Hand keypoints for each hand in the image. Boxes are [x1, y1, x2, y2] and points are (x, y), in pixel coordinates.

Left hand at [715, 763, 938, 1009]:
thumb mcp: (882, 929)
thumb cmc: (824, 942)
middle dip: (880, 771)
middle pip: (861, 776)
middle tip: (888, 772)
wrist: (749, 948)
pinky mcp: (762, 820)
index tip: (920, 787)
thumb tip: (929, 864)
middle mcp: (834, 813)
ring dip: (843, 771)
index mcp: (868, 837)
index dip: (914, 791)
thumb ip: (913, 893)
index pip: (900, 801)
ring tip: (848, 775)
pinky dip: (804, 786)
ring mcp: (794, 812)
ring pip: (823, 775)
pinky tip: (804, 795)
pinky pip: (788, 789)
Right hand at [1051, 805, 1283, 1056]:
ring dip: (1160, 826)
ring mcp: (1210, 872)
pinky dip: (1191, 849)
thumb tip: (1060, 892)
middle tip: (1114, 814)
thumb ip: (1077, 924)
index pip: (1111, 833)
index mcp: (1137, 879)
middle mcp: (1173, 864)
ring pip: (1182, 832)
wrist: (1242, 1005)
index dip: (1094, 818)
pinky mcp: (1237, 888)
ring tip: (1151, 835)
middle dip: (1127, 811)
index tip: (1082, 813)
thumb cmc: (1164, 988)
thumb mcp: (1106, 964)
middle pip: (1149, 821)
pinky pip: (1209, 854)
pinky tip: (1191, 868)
+++++
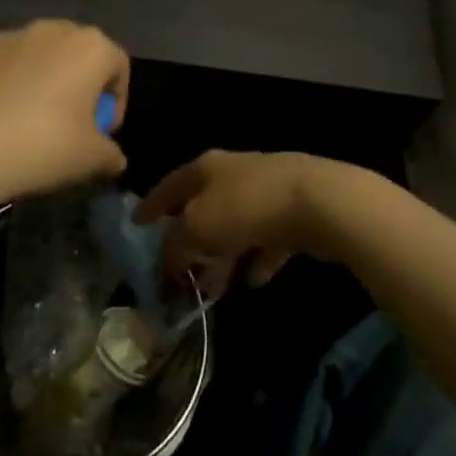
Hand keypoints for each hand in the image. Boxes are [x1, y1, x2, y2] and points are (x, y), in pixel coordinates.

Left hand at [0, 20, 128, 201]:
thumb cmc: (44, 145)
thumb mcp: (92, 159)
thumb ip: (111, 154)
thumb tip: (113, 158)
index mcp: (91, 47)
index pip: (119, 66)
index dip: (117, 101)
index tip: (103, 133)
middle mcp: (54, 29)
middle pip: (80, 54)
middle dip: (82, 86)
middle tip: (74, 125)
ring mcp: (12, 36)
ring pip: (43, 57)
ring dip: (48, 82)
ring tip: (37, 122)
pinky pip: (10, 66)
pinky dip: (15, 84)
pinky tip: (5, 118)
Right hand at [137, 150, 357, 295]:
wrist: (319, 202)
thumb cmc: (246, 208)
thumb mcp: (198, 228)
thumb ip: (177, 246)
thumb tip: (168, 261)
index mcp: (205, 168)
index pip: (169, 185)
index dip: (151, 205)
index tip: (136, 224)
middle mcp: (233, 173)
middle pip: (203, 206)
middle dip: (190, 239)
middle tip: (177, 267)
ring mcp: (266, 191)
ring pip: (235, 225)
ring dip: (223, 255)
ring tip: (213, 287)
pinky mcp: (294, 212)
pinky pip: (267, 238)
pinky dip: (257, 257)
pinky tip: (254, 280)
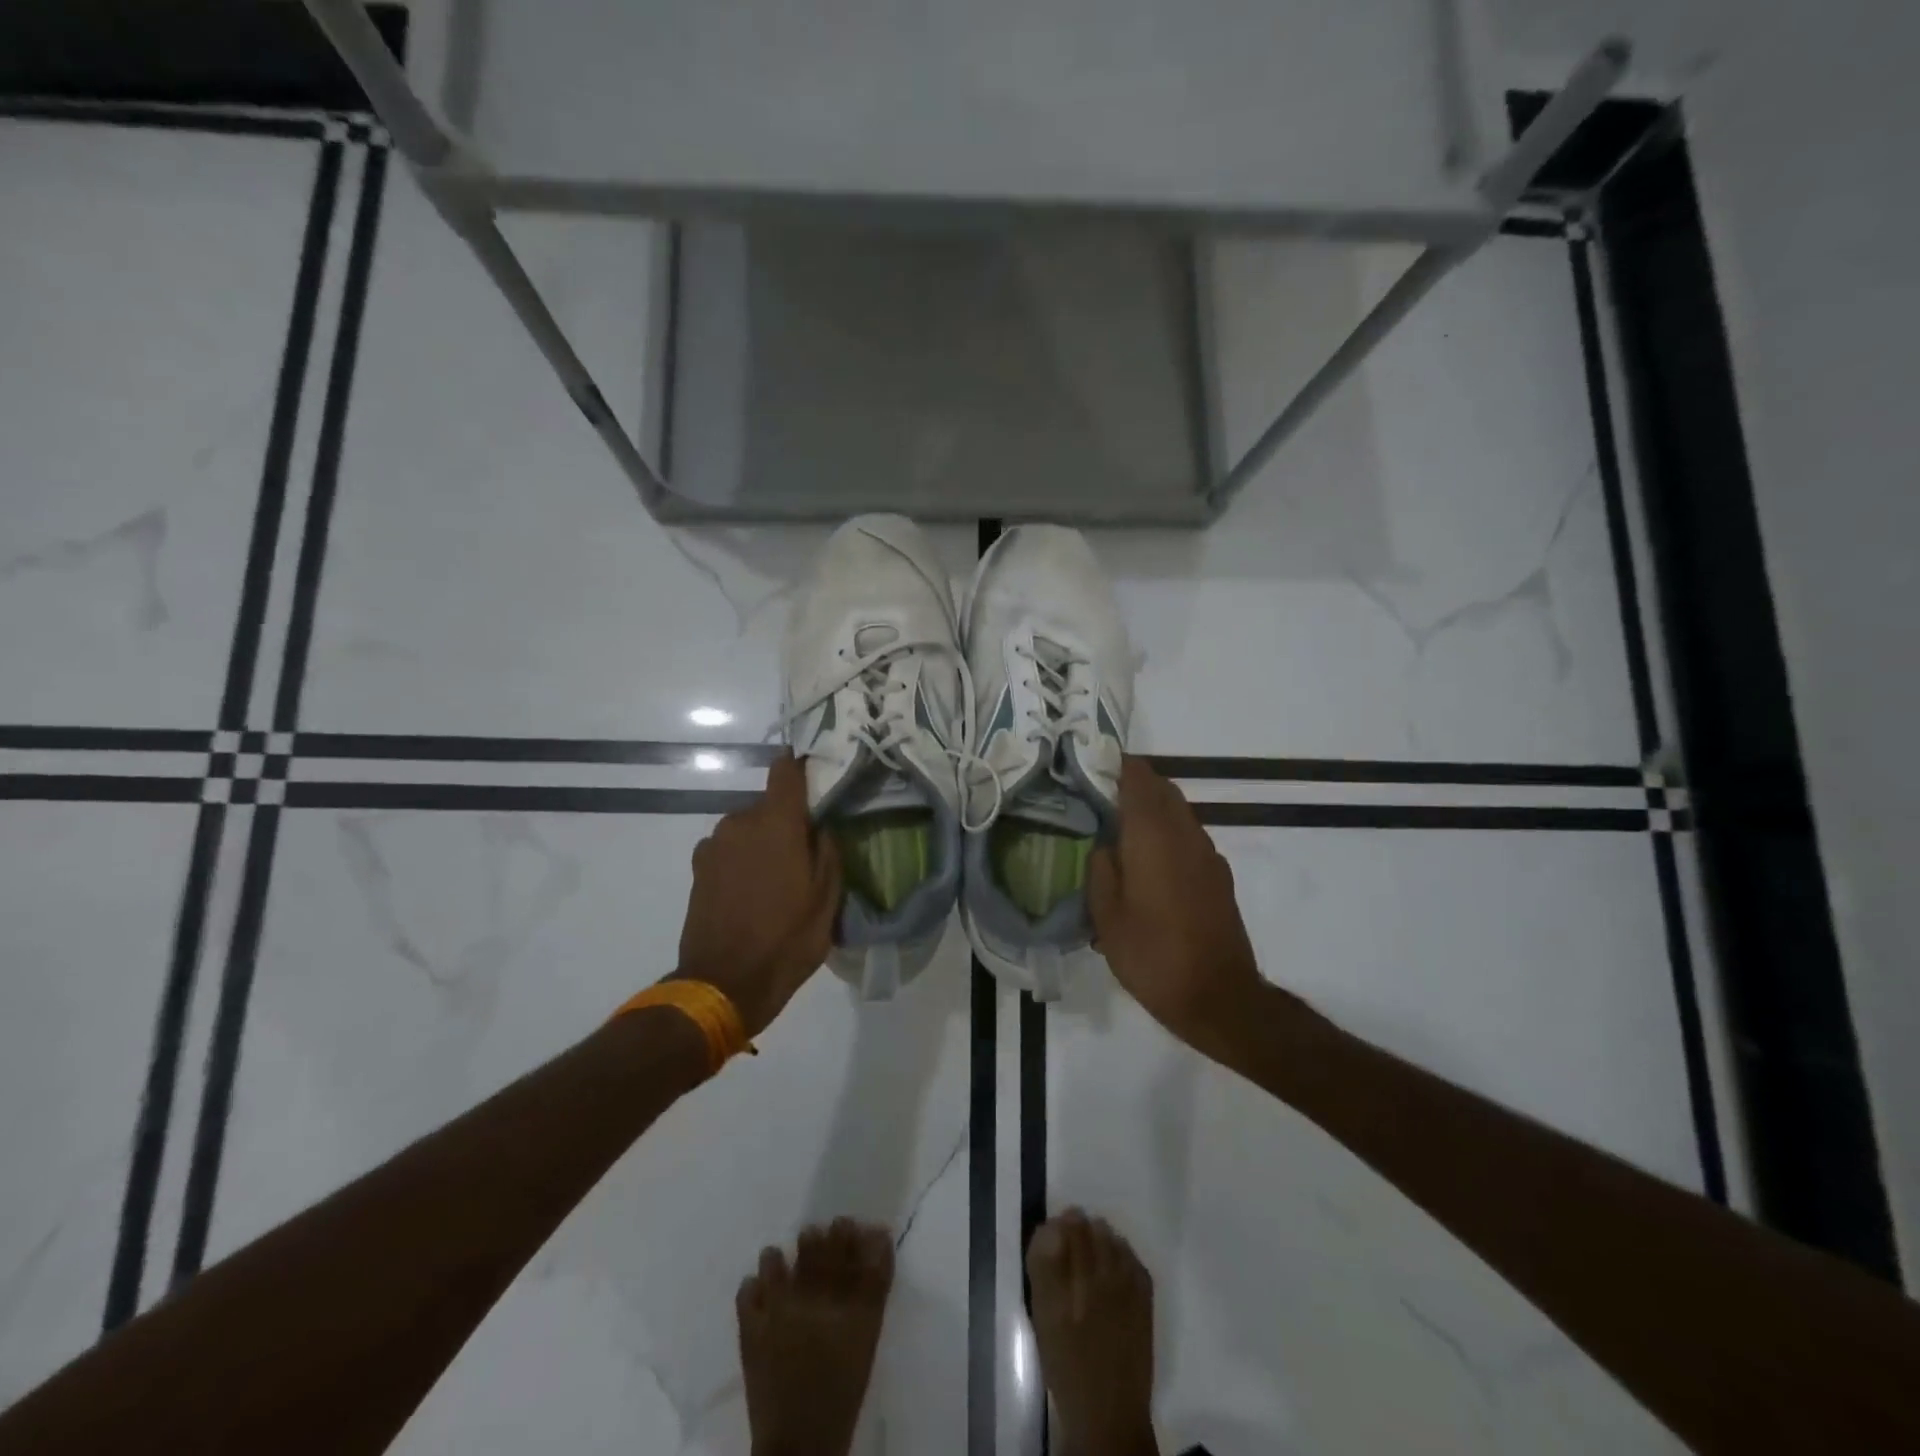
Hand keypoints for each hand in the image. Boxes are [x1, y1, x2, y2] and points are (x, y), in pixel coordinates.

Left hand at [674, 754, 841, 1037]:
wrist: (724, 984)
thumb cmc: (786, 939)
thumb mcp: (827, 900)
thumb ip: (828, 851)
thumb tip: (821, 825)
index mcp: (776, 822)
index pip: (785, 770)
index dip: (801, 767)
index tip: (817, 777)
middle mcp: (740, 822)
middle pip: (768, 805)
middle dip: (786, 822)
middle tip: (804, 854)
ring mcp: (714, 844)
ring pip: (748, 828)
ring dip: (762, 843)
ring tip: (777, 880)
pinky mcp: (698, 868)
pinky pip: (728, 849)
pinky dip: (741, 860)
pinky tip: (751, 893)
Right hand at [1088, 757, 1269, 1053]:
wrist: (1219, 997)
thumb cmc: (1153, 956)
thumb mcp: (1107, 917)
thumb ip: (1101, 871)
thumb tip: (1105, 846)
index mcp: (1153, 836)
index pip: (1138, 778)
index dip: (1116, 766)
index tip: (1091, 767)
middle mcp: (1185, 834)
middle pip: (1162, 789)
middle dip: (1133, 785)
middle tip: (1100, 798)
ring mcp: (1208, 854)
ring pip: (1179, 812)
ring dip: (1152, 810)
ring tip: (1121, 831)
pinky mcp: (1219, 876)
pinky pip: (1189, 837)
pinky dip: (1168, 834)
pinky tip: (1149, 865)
+++++
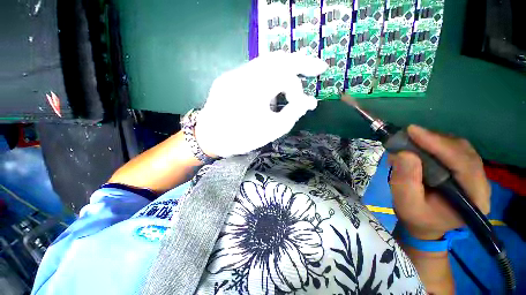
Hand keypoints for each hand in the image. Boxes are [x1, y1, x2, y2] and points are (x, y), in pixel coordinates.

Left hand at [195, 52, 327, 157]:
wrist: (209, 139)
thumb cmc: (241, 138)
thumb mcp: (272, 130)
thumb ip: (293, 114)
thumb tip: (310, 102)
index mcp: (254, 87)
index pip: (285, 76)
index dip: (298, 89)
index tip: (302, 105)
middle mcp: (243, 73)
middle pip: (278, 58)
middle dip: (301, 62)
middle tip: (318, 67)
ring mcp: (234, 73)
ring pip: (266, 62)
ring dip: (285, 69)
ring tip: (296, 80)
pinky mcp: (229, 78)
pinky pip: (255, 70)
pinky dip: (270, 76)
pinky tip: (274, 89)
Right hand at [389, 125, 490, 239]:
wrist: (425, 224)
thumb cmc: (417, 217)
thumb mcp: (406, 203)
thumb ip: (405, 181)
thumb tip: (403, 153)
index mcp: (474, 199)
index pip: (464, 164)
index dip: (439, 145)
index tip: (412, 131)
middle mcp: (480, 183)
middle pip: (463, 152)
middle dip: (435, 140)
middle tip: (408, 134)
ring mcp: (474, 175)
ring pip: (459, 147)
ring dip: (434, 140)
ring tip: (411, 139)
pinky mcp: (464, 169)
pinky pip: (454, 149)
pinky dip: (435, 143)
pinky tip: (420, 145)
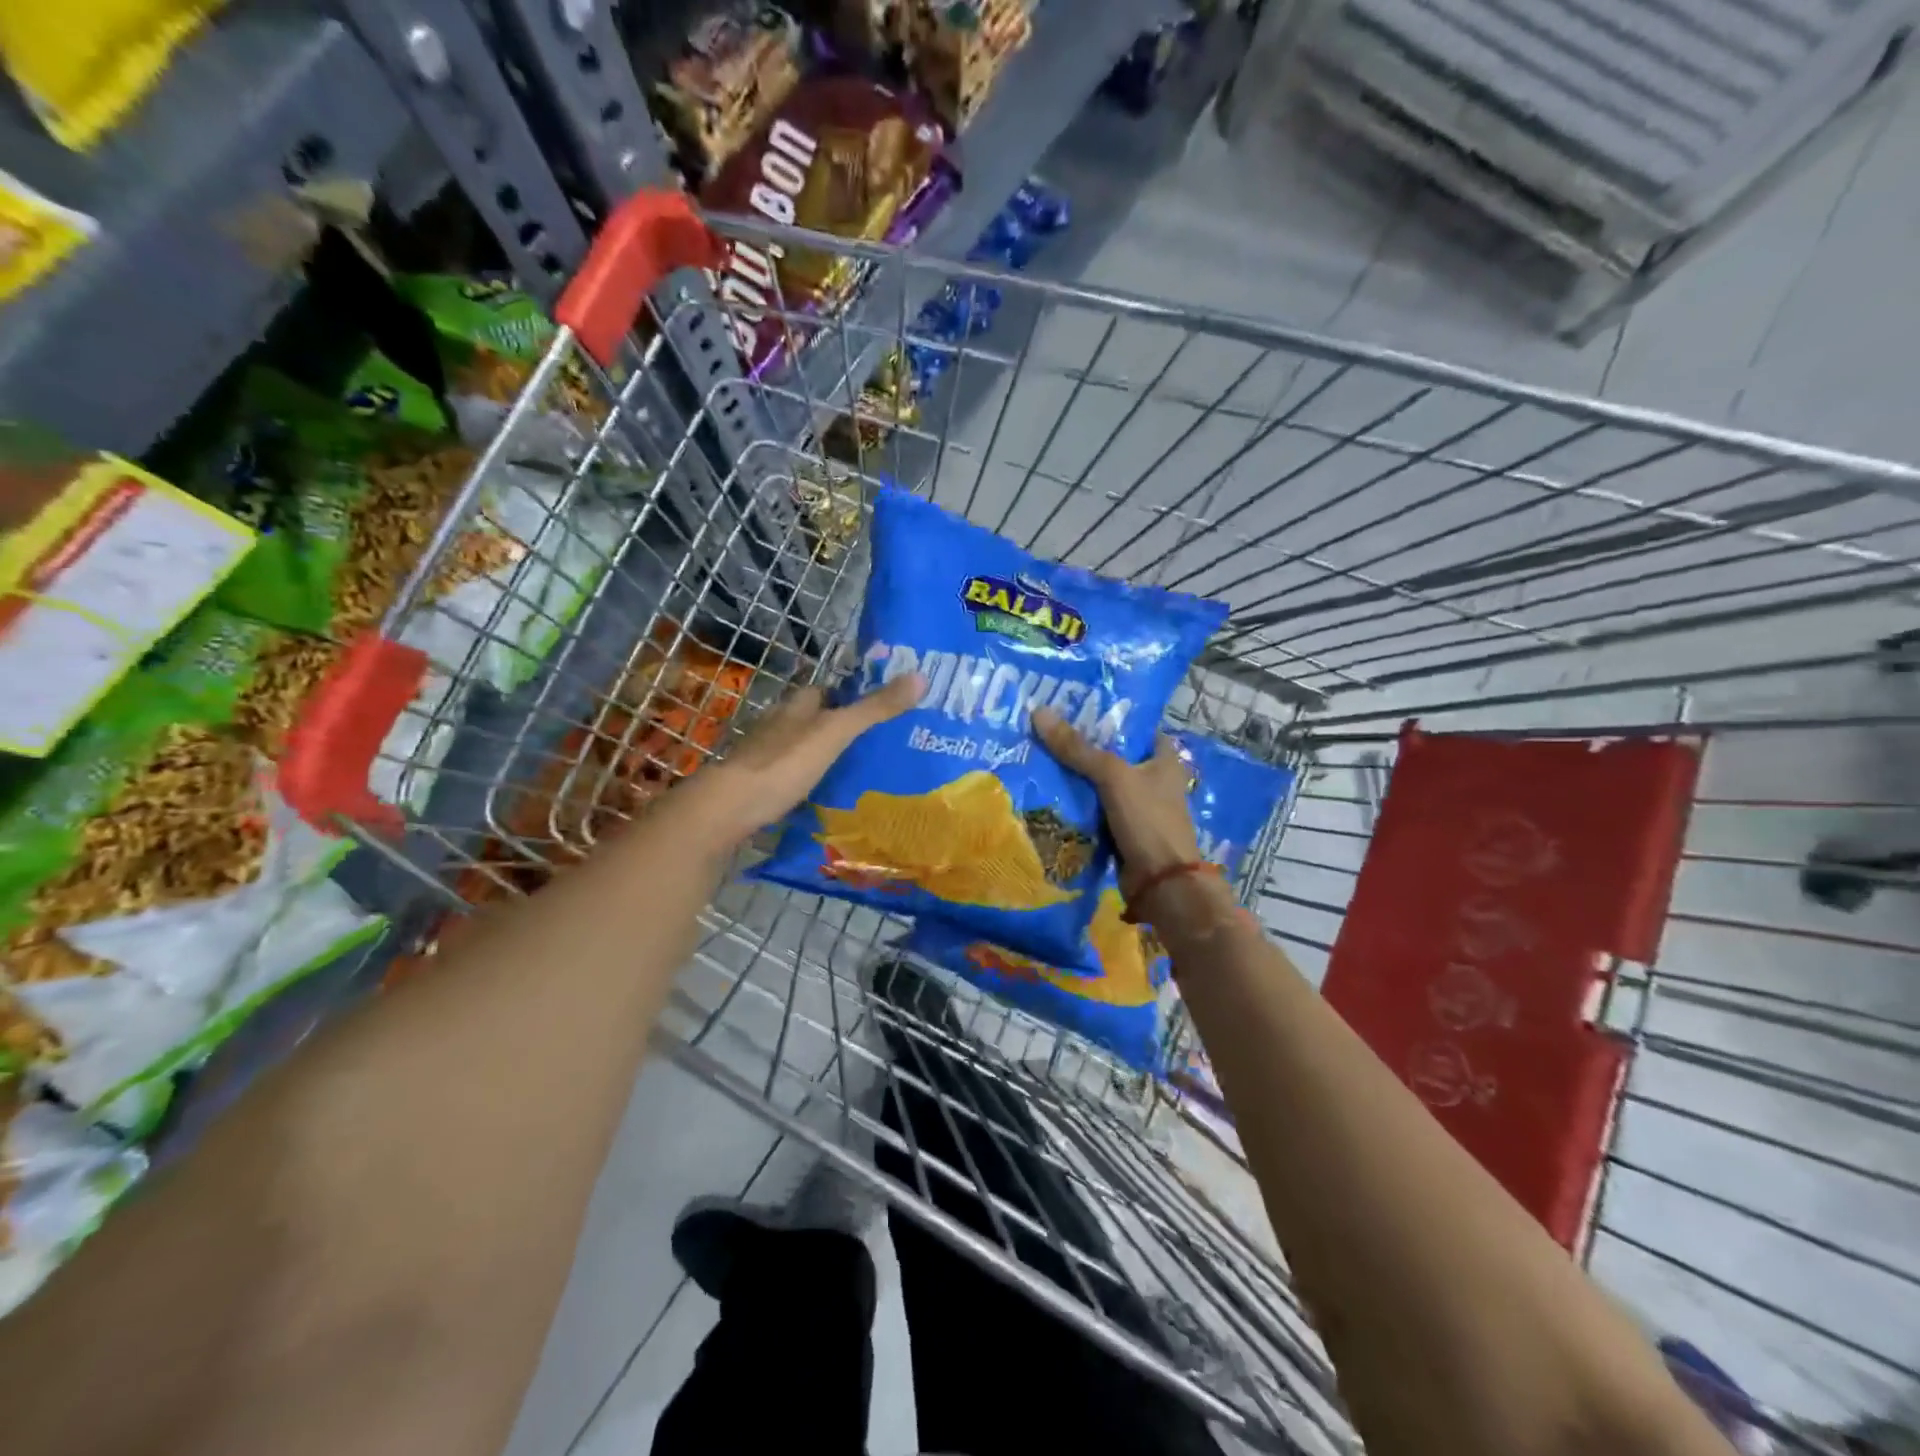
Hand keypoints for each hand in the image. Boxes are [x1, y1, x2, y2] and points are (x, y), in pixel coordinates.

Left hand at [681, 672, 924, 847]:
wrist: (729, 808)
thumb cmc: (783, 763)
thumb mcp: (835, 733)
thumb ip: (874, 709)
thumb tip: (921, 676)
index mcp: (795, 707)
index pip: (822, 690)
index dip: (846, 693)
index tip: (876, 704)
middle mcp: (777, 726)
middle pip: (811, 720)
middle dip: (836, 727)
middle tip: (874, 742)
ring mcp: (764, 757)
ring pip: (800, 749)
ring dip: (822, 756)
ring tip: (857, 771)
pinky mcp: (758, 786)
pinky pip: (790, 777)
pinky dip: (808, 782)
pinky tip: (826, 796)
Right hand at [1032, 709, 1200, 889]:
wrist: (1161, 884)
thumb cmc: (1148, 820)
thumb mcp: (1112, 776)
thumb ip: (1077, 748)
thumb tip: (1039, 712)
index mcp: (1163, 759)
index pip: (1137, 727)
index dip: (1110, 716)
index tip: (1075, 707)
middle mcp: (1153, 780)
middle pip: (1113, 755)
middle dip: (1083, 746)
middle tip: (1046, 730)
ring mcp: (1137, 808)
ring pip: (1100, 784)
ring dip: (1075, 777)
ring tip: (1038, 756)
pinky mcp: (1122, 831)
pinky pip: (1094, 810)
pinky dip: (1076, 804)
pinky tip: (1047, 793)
+++++
Exercise: I need every line of the data that has the word "Right"; please list them.

Result:
Right hand at [1051, 805, 1283, 1056]:
Right hand at [137, 150, 357, 295]:
Right hand at [1088, 757, 1269, 1053]:
Right hand at [389, 125, 490, 239]:
Right hand at [1032, 709, 1200, 889]:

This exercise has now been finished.